* [The records]
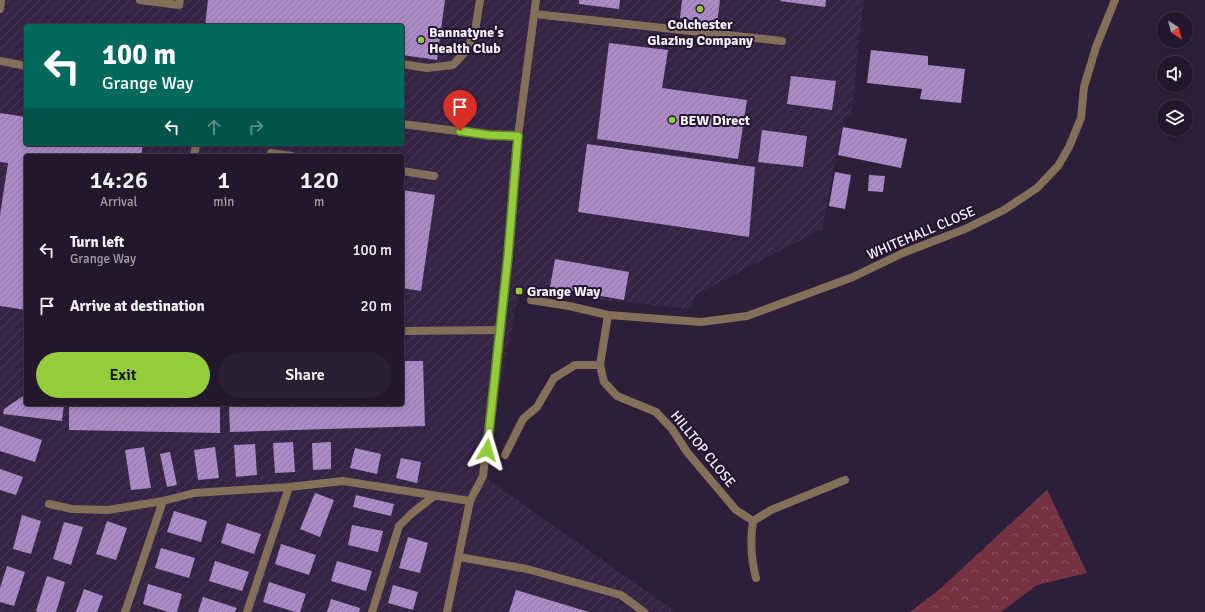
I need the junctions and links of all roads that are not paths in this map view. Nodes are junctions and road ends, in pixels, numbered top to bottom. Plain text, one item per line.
1 (1, 0) edge
2 (140, 0) edge
3 (180, 0) edge
4 (480, 0) edge
5 (536, 0) edge
6 (1115, 0) edge
7 (0, 9) edge
8 (535, 14) junction
9 (782, 41) dead end
10 (0, 61) edge
11 (404, 64) edge
12 (24, 66) edge
13 (404, 124) edge
14 (518, 136) junction
15 (404, 171) edge
16 (434, 176) dead end
17 (531, 300) dead end
18 (608, 315) junction
19 (501, 330) junction
20 (404, 331) edge
21 (600, 365) junction
22 (505, 455) dead end
23 (845, 480) dead end
24 (288, 487) junction
25 (434, 496) junction
26 (163, 501) junction
27 (470, 501) junction
28 (49, 504) dead end
29 (752, 521) junction
30 (459, 557) junction
31 (756, 578) dead end
32 (125, 612) edge
33 (247, 612) edge
34 (372, 612) edge
35 (447, 612) edge
36 (644, 612) edge

1 - 7 street
2 - 3 street
4 - 11 street
5 - 8 street
6 - 18 street, WHITEHALL CLOSE
8 - 9 street
8 - 14 street
10 - 12 street
13 - 14 street
14 - 19 street
15 - 16 street
17 - 18 street, WHITEHALL CLOSE
18 - 21 street
19 - 20 street
19 - 27 street
21 - 22 street
21 - 29 street, HILLTOP CLOSE
23 - 29 street
24 - 25 street
24 - 26 street
24 - 33 street
25 - 27 street
25 - 34 street
26 - 28 street
26 - 32 street
27 - 30 street
29 - 31 street
30 - 35 street
30 - 36 street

* [Problem description]
If a line of the data contains "WHITEHALL", copy it out.

* [Completed task]
6 - 18 street, WHITEHALL CLOSE
17 - 18 street, WHITEHALL CLOSE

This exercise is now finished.